With almost all companies today, especially large ones, networks of computers are a very big part of how the company is run and going to school for networking is probably bigger today than it ever was. If you’re considering a career in networking, this is pretty much what you can expect to run into.
In the networking world there are basically two main networks, Microsoft and Novell. Back in the old days Novell pretty much had a corner on the market, but those days are gone. And while we can argue forever on which networking system is better, if you’re going to want to get a job in the business world setting these babies up, you’re probably going to want to get an education in both networks as many company’s systems are hybrids of the two.
A networking course usually begins with fundamentals of how a network works, from the wiring used to the software that needs to be installed on each computer. You’ll learn the difference between a workstation and a server and the functions that each one performs. You’ll learn the different types of networks such as peer to peer and client server. These are all basics and don’t apply to any one system, either Novell or Microsoft, but apply to networks in general. This part of the course will usually run a few weeks.
The next part is the individual systems themselves, such as Novell and Microsoft. Here is where you will learn the particulars of each system and what makes them different, and they are quite different. It is usually at this part in the course that the school divides it up into the two operating systems. Many schools give you the option of taking one or the other or both. Some schools only concentrate on one because they simply don’t have instructors for the other. Each operating system course is usually 2 to 3 months long.

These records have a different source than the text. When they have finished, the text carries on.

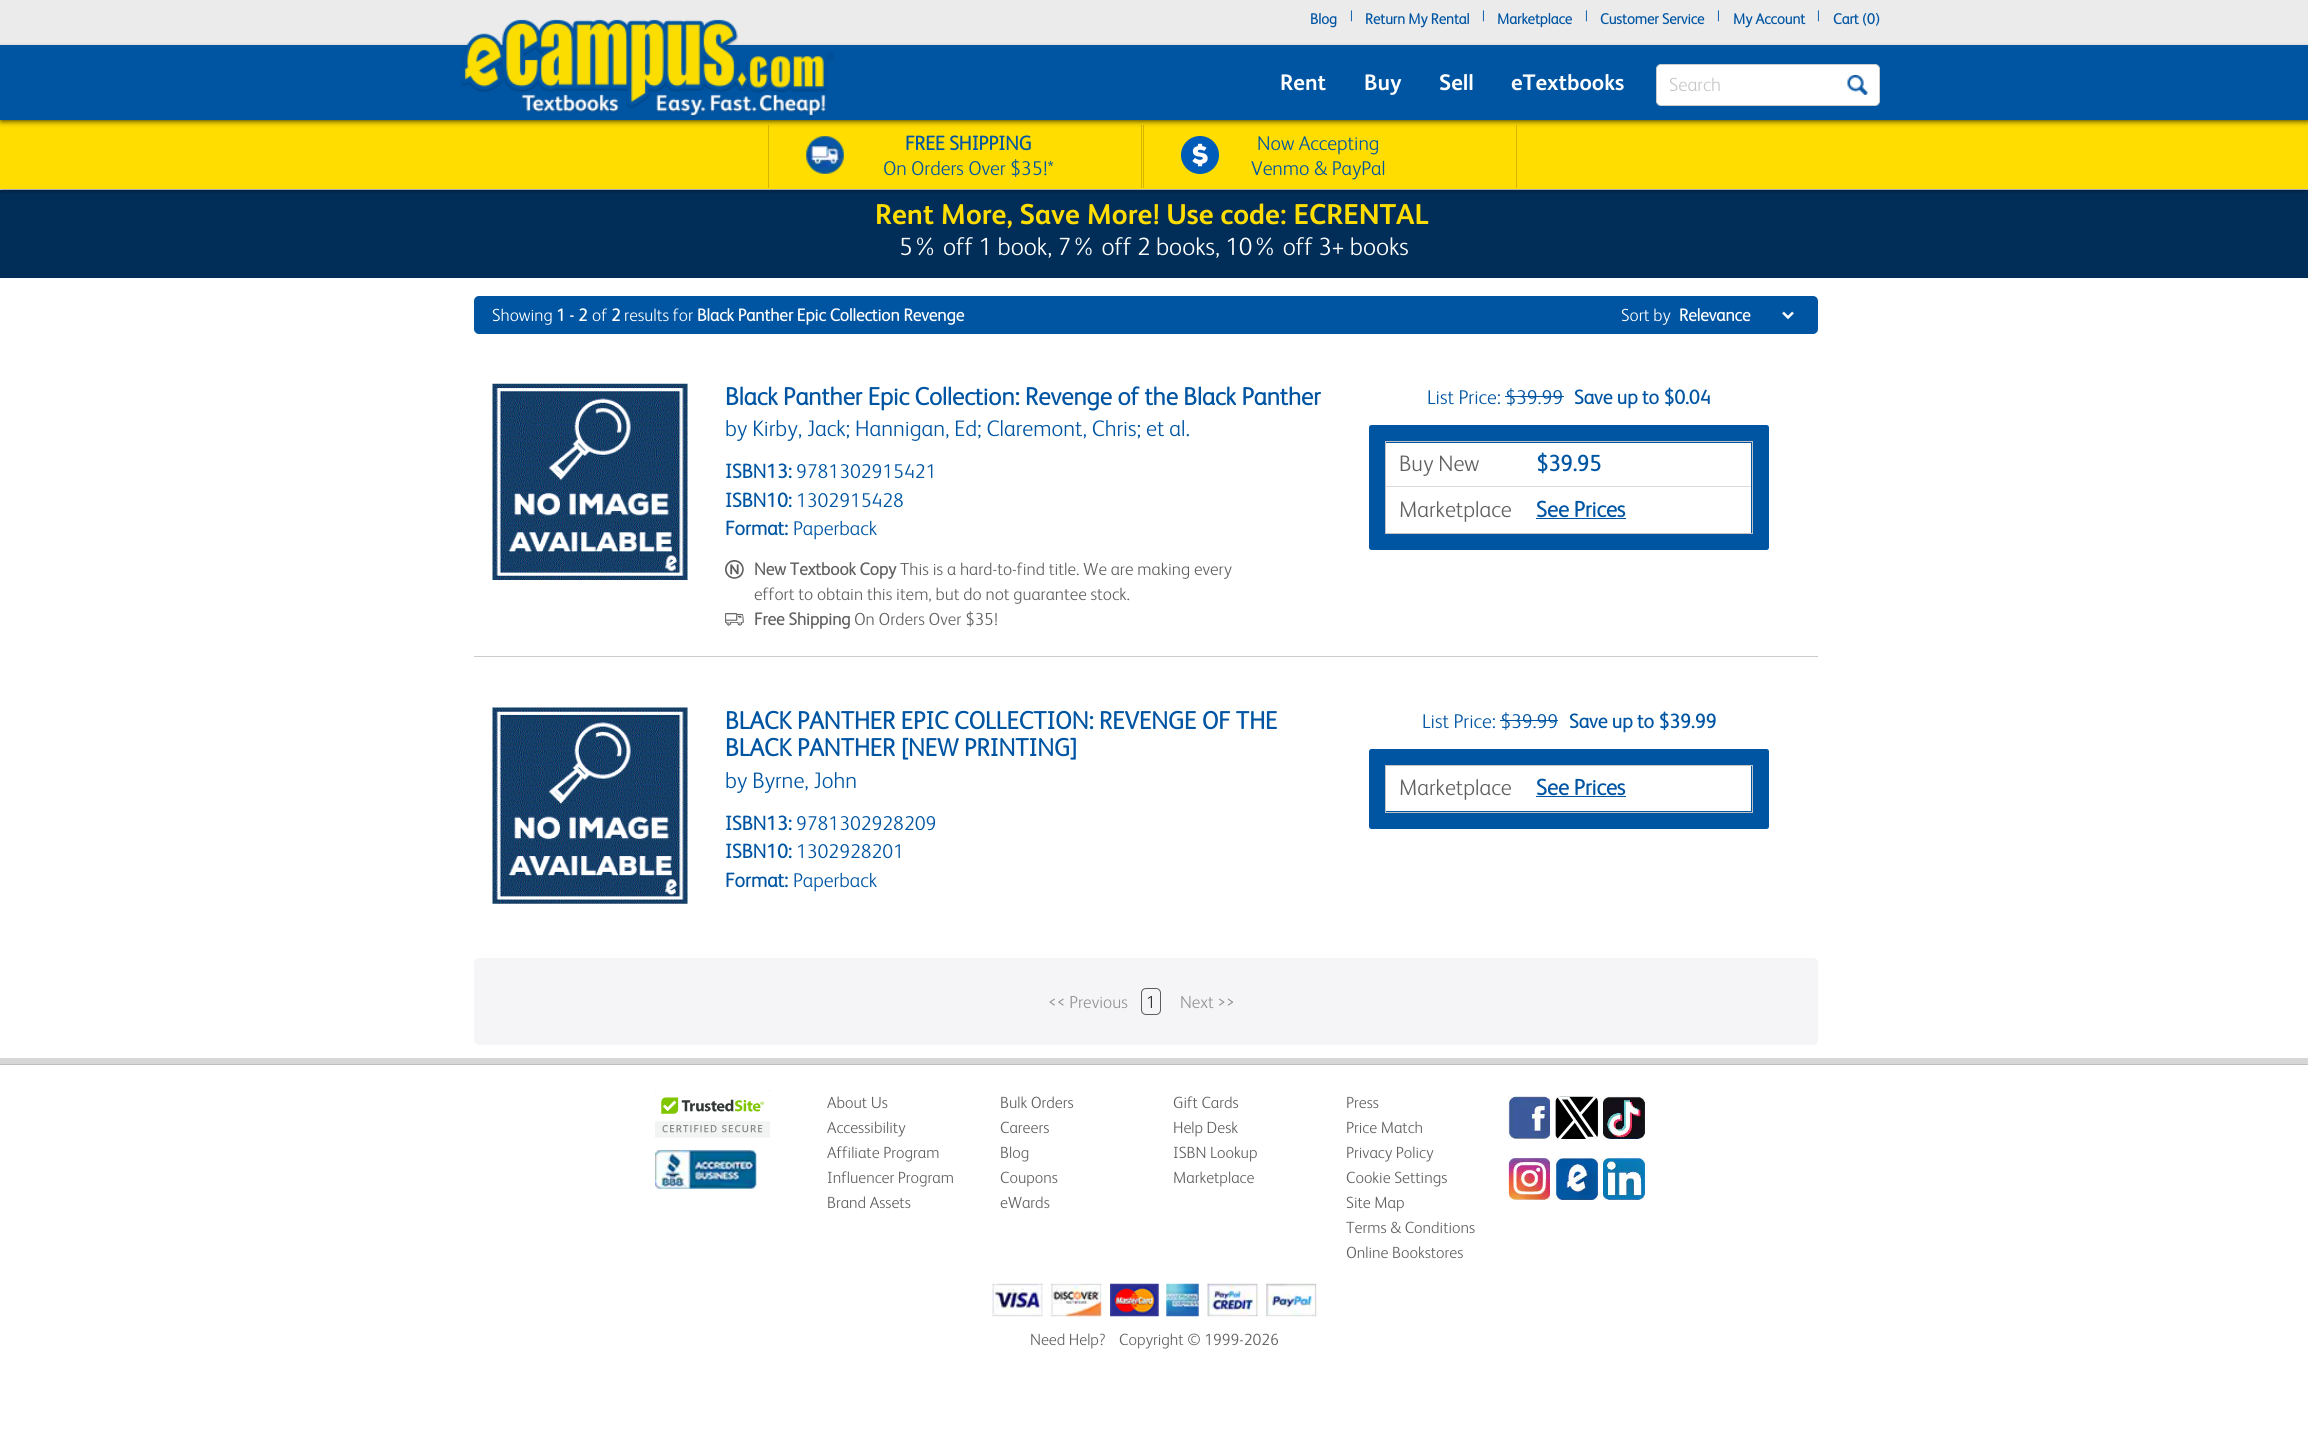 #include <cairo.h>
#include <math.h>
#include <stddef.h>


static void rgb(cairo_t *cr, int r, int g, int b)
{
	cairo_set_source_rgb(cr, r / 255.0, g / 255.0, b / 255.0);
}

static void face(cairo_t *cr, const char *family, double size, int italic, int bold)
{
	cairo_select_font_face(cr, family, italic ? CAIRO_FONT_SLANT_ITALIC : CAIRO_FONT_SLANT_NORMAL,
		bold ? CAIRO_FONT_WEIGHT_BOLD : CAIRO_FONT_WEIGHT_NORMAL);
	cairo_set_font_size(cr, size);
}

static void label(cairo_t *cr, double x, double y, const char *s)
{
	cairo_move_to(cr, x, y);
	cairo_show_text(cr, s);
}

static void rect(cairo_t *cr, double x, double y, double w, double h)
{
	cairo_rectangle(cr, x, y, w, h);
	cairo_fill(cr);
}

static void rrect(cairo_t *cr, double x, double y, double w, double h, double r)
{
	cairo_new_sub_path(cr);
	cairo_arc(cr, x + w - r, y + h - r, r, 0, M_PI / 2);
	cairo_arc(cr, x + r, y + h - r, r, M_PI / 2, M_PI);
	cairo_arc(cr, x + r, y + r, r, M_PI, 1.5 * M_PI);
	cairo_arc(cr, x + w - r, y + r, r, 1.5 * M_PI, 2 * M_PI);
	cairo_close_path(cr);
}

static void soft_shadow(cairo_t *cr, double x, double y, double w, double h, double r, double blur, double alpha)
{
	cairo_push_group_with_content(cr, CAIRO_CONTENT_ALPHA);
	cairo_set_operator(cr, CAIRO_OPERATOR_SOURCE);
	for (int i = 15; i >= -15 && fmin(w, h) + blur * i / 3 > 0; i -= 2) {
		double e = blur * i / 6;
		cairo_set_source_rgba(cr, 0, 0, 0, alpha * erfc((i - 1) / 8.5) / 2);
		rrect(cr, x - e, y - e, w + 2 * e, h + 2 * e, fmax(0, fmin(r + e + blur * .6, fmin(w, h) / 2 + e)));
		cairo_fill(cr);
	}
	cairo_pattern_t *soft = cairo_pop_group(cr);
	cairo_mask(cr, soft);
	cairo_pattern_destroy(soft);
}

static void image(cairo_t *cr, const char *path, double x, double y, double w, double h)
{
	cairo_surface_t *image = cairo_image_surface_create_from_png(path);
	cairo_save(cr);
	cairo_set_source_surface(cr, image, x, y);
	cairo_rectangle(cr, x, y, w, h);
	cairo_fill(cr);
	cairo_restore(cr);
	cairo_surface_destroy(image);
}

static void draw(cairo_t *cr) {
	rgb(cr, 255, 255, 255);
	cairo_paint(cr);
	rgb(cr, 235, 235, 235);
	rect(cr, 0, 0, 2308, 45);
	face(cr, "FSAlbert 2", 15, 0, 1);
	rgb(cr, 0, 85, 163);
	label(cr, 1310, 24, "Blog");
	face(cr, "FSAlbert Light", 15, 0, 0);
	label(cr, 1350, 21, "|");
	face(cr, "FSAlbert 2", 15, 0, 1);
	label(cr, 1365, 24, "Return My Rental");
	face(cr, "FSAlbert Light", 15, 0, 0);
	label(cr, 1482, 21, "|");
	face(cr, "FSAlbert 2", 15, 0, 1);
	label(cr, 1497, 24, "Marketplace");
	face(cr, "FSAlbert Light", 15, 0, 0);
	label(cr, 1585, 21, "|");
	face(cr, "FSAlbert 2", 15, 0, 1);
	label(cr, 1600, 24, "Customer Service");
	face(cr, "FSAlbert Light", 15, 0, 0);
	label(cr, 1717, 21, "|");
	face(cr, "FSAlbert 2", 15, 0, 1);
	label(cr, 1733, 24, "My Account");
	face(cr, "FSAlbert Light", 15, 0, 0);
	label(cr, 1817, 21, "|");
	face(cr, "FSAlbert 2", 15, 0, 1);
	label(cr, 1833, 24, "Cart (0)");
	rgb(cr, 1, 46, 88);
	rect(cr, 0, 190, 2308, 88);
	rgb(cr, 0, 0, 0);
	soft_shadow(cr, 1, 123, 2307, 66, 0, 3, 0.75);
	rgb(cr, 255, 221, 0);
	rect(cr, 0, 120, 2308, 69);
	rgb(cr, 214, 181, 0);
	rect(cr, 1141, 125, 1, 63);
	rect(cr, 768, 125, 1, 63);
	rect(cr, 1516, 125, 1, 63);
	rect(cr, 1143, 125, 1, 63);
	rgb(cr, 0, 0, 0);
	soft_shadow(cr, 1, 49, 2307, 72, 0, 3, 0.75);
	rgb(cr, 0, 85, 163);
	rect(cr, 0, 45, 2308, 75);
	image(cr, "image0.png", 461, 19, 373, 99);
	face(cr, "FSAlbert", 22.5, 0, 1);
	rgb(cr, 255, 255, 255);
	label(cr, 1280, 90, "Rent");
	label(cr, 1364, 90, "Buy");
	label(cr, 1439, 90, "Sell");
	label(cr, 1511, 90, "eTextbooks");
	rrect(cr, 1656.5, 64.5, 223, 41, 4.5);
	cairo_fill_preserve(cr);
	rgb(cr, 204, 204, 204);
	cairo_set_line_width(cr, 1);
	cairo_stroke(cr);
	face(cr, "FSAlbert Light", 19, 0, 0);
	rgb(cr, 200, 200, 200);
	label(cr, 1669, 91, "Search");
	image(cr, "image1.png", 1847, 75, 21, 20);
	image(cr, "image2.png", 806, 136, 38, 38);
	face(cr, "FSAlbert 2", 20, 0, 1);
	rgb(cr, 0, 85, 163);
	label(cr, 905, 150, "FREE SHIPPING");
	face(cr, "FSAlbert Light", 20, 0, 0);
	label(cr, 883, 175, "On Orders Over $35!*");
	image(cr, "image3.png", 1181, 136, 38, 38);
	label(cr, 1257, 150, "Now Accepting");
	label(cr, 1251, 175, "Venmo & PayPal");
	face(cr, "FSAlbert", 28.75, 0, 1);
	rgb(cr, 255, 221, 0);
	label(cr, 875, 224, "Rent More, Save More! Use code: ECRENTAL");
	face(cr, "FSAlbert Light", 25, 0, 0);
	rgb(cr, 255, 255, 255);
	label(cr, 899, 255, "5% off 1 book, 7% off 2 books, 10% off 3+ books");
	rgb(cr, 0, 85, 163);
	rrect(cr, 474, 296, 1344, 38, 5);
	cairo_fill(cr);
	face(cr, "FSAlbert Light", 17.5, 0, 0);
	rgb(cr, 255, 255, 255);
	label(cr, 492, 321, "Showing");
	face(cr, "FSAlbert 2", 17.5, 0, 1);
	label(cr, 556, 321, "1 - 2");
	face(cr, "FSAlbert Light", 17.5, 0, 0);
	label(cr, 592, 321, "of");
	face(cr, "FSAlbert 2", 17.5, 0, 1);
	label(cr, 611, 321, "2");
	face(cr, "FSAlbert Light", 17.5, 0, 0);
	label(cr, 624, 321, "results for");
	face(cr, "FSAlbert 2", 17.5, 0, 1);
	label(cr, 697, 321, "Black Panther Epic Collection Revenge");
	face(cr, "FSAlbert Light", 17.5, 0, 0);
	label(cr, 1621, 321, "Sort by");
	cairo_new_path(cr);
	cairo_move_to(cr, 1783, 312.5);
	cairo_line_to(cr, 1788, 317.5);
	cairo_line_to(cr, 1793, 312.5);
	cairo_set_line_width(cr, 2.5);
	cairo_stroke(cr);
	face(cr, "FSAlbert 2", 17.5, 0, 1);
	label(cr, 1679, 321, "Relevance");
	rgb(cr, 204, 204, 204);
	rect(cr, 474, 656, 1344, 1);
	image(cr, "image4.png", 492, 383, 196, 197);
	face(cr, "FSAlbert 2", 25, 0, 1);
	rgb(cr, 0, 85, 163);
	label(cr, 725, 405, "Black Panther Epic Collection: Revenge of the Black Panther");
	face(cr, "FSAlbert Light", 22.5, 0, 0);
	label(cr, 725, 436, "by Kirby, Jack; Hannigan, Ed; Claremont, Chris; et al.");
	face(cr, "FSAlbert 2", 20, 0, 1);
	label(cr, 725, 478, "ISBN13:");
	face(cr, "FSAlbert Light", 20, 0, 0);
	label(cr, 796, 478, "9781302915421");
	face(cr, "FSAlbert 2", 20, 0, 1);
	label(cr, 725, 507, "ISBN10:");
	face(cr, "FSAlbert Light", 20, 0, 0);
	label(cr, 796, 507, "1302915428");
	face(cr, "FSAlbert 2", 20, 0, 1);
	label(cr, 725, 535, "Format:");
	face(cr, "FSAlbert Light", 20, 0, 0);
	label(cr, 793, 535, "Paperback");
	image(cr, "image5.png", 725, 560, 19, 19);
	face(cr, "FSAlbert 2", 17.5, 0, 1);
	rgb(cr, 97, 97, 97);
	label(cr, 754, 575, "New Textbook Copy");
	face(cr, "FSAlbert Light", 17.5, 0, 0);
	label(cr, 900, 575, "This is a hard-to-find title. We are making every");
	label(cr, 754, 600, "effort to obtain this item, but do not guarantee stock.");
	image(cr, "image6.png", 725, 613, 19, 13);
	face(cr, "FSAlbert 2", 17.5, 0, 1);
	label(cr, 754, 625, "Free Shipping");
	face(cr, "FSAlbert Light", 17.5, 0, 0);
	label(cr, 854, 625, "On Orders Over $35!");
	face(cr, "FSAlbert Light", 20, 0, 0);
	rgb(cr, 0, 85, 163);
	label(cr, 1427, 404, "List Price: $39.99");
	rect(cr, 1505, 396, 59, 1);
	face(cr, "FSAlbert 2", 20, 0, 1);
	label(cr, 1574, 404, "Save up to $0.04");
	rrect(cr, 1369, 425, 400, 125, 2.5);
	cairo_fill(cr);
	cairo_rectangle(cr, 1385.5, 441.5, 367, 92);
	rgb(cr, 195, 195, 195);
	cairo_set_line_width(cr, 1);
	cairo_stroke(cr);
	rgb(cr, 255, 255, 255);
	rect(cr, 1386, 443, 365, 90);
	rgb(cr, 219, 219, 219);
	rect(cr, 1386, 486, 365, 1);
	face(cr, "FSAlbert Light", 22.5, 0, 0);
	rgb(cr, 97, 97, 97);
	label(cr, 1399, 471, "Buy New");
	face(cr, "FSAlbert 2", 22.5, 0, 1);
	rgb(cr, 0, 85, 163);
	label(cr, 1536, 471, "$39.95");
	face(cr, "FSAlbert Light", 22.5, 0, 0);
	rgb(cr, 97, 97, 97);
	label(cr, 1399, 517, "Marketplace");
	face(cr, "FSAlbert 2", 22.5, 0, 1);
	rgb(cr, 0, 85, 163);
	label(cr, 1536, 517, "See Prices");
	rect(cr, 1536, 518, 90, 1);
	image(cr, "image7.png", 492, 707, 196, 197);
	face(cr, "FSAlbert 2", 25, 0, 1);
	label(cr, 725, 729, "BLACK PANTHER EPIC COLLECTION: REVENGE OF THE");
	label(cr, 725, 756, "BLACK PANTHER [NEW PRINTING]");
	face(cr, "FSAlbert Light", 22.5, 0, 0);
	label(cr, 725, 788, "by Byrne, John");
	face(cr, "FSAlbert 2", 20, 0, 1);
	label(cr, 725, 830, "ISBN13:");
	face(cr, "FSAlbert Light", 20, 0, 0);
	label(cr, 796, 830, "9781302928209");
	face(cr, "FSAlbert 2", 20, 0, 1);
	label(cr, 725, 858, "ISBN10:");
	face(cr, "FSAlbert Light", 20, 0, 0);
	label(cr, 796, 858, "1302928201");
	face(cr, "FSAlbert 2", 20, 0, 1);
	label(cr, 725, 887, "Format:");
	face(cr, "FSAlbert Light", 20, 0, 0);
	label(cr, 793, 887, "Paperback");
	label(cr, 1422, 728, "List Price: $39.99");
	rect(cr, 1500, 720, 58, 1);
	face(cr, "FSAlbert 2", 20, 0, 1);
	label(cr, 1569, 728, "Save up to $39.99");
	rrect(cr, 1369, 749, 400, 80, 2.5);
	cairo_fill(cr);
	cairo_rectangle(cr, 1385.5, 765.5, 367, 47);
	rgb(cr, 195, 195, 195);
	cairo_stroke(cr);
	rgb(cr, 255, 255, 255);
	rect(cr, 1386, 766, 365, 45);
	face(cr, "FSAlbert Light", 22.5, 0, 0);
	rgb(cr, 97, 97, 97);
	label(cr, 1399, 795, "Marketplace");
	face(cr, "FSAlbert 2", 22.5, 0, 1);
	rgb(cr, 0, 85, 163);
	label(cr, 1536, 795, "See Prices");
	rect(cr, 1536, 796, 90, 1);
	rgb(cr, 245, 245, 247);
	rrect(cr, 474, 958, 1344, 87, 5);
	cairo_fill(cr);
	face(cr, "FSAlbert Light", 17.5, 0, 0);
	rgb(cr, 148, 148, 148);
	label(cr, 1048, 1008, "<< Previous");
	rrect(cr, 1141.5, 988.5, 19, 26, 4.5);
	rgb(cr, 93, 93, 93);
	cairo_stroke(cr);
	rgb(cr, 51, 51, 51);
	label(cr, 1146, 1008, "1");
	rgb(cr, 148, 148, 148);
	label(cr, 1180, 1008, "Next >>");
	rgb(cr, 215, 215, 215);
	rect(cr, 0, 1058, 2308, 6);
	rgb(cr, 191, 191, 191);
	rect(cr, 0, 1064, 2308, 1);
	image(cr, "image8.png", 655, 1090, 115, 48);
	image(cr, "image9.png", 655, 1150, 102, 39);
	face(cr, "FSAlbert Light", 16.25, 0, 0);
	rgb(cr, 97, 97, 97);
	label(cr, 827, 1108, "About Us");
	label(cr, 827, 1133, "Accessibility");
	label(cr, 827, 1158, "Affiliate Program");
	label(cr, 827, 1183, "Influencer Program");
	label(cr, 827, 1208, "Brand Assets");
	label(cr, 1000, 1108, "Bulk Orders");
	label(cr, 1000, 1133, "Careers");
	label(cr, 1000, 1158, "Blog");
	label(cr, 1000, 1183, "Coupons");
	label(cr, 1000, 1208, "eWards");
	label(cr, 1173, 1108, "Gift Cards");
	label(cr, 1173, 1133, "Help Desk");
	label(cr, 1173, 1158, "ISBN Lookup");
	label(cr, 1173, 1183, "Marketplace");
	label(cr, 1346, 1108, "Press");
	label(cr, 1346, 1133, "Price Match");
	label(cr, 1346, 1158, "Privacy Policy");
	label(cr, 1346, 1183, "Cookie Settings");
	label(cr, 1346, 1208, "Site Map");
	label(cr, 1346, 1233, "Terms & Conditions");
	label(cr, 1346, 1258, "Online Bookstores");
	image(cr, "image10.png", 1508, 1096, 42, 43);
	image(cr, "image11.png", 1555, 1096, 43, 43);
	image(cr, "image12.png", 1603, 1096, 42, 43);
	image(cr, "image13.png", 1508, 1158, 42, 42);
	image(cr, "image14.png", 1555, 1158, 43, 42);
	image(cr, "image15.png", 1603, 1158, 42, 42);
	image(cr, "image16.png", 992, 1283, 51, 34);
	image(cr, "image17.png", 1051, 1283, 51, 34);
	image(cr, "image18.png", 1110, 1283, 49, 34);
	image(cr, "image19.png", 1166, 1283, 33, 34);
	image(cr, "image20.png", 1207, 1283, 51, 34);
	image(cr, "image21.png", 1266, 1283, 51, 34);
	label(cr, 1030, 1345, "Need Help?");
	label(cr, 1119, 1345, "Copyright © 1999-2026");
}

int main(void) {
	cairo_surface_t *surface = cairo_image_surface_create(CAIRO_FORMAT_RGB24, 2308, 1447);
	cairo_t *cr = cairo_create(surface);
	cairo_font_options_t *options = cairo_font_options_create();
	cairo_font_options_set_hint_metrics(options, CAIRO_HINT_METRICS_OFF);
	cairo_font_options_set_hint_style(options, CAIRO_HINT_STYLE_NONE);
	cairo_set_font_options(cr, options);
	cairo_set_miter_limit(cr, 4);
	draw(cr);
	cairo_surface_write_to_png(surface, "render.png");
	cairo_font_options_destroy(options);
	cairo_destroy(cr);
	cairo_surface_destroy(surface);
	return 0;
}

One of the main parts of either course is the hands on section. After you have learned all the technical mumbo jumbo, they actually put you in front of a computer and have you start going through the procedures of installing server software, installing workstation software, hooking up wiring and basically putting together a simple network of several workstations and a server. This is probably the most fun part of the whole course.
The last part of the course is usually preparing you for the certification exams. These are required for both Novell and Microsoft. These are a series of practice tests that are very similar to the questions you will be given on the exam itself.
Most schools will allow you to continue your attendance until you have passed your exams. This is a great benefit, especially if you don’t have access to practice outside of school. Most of these schools do have labs outside of the classroom that you can attend during designated hours.
Networking is a great field. The course of study for it is intensive and exhausting, but in the end it is more than worth it.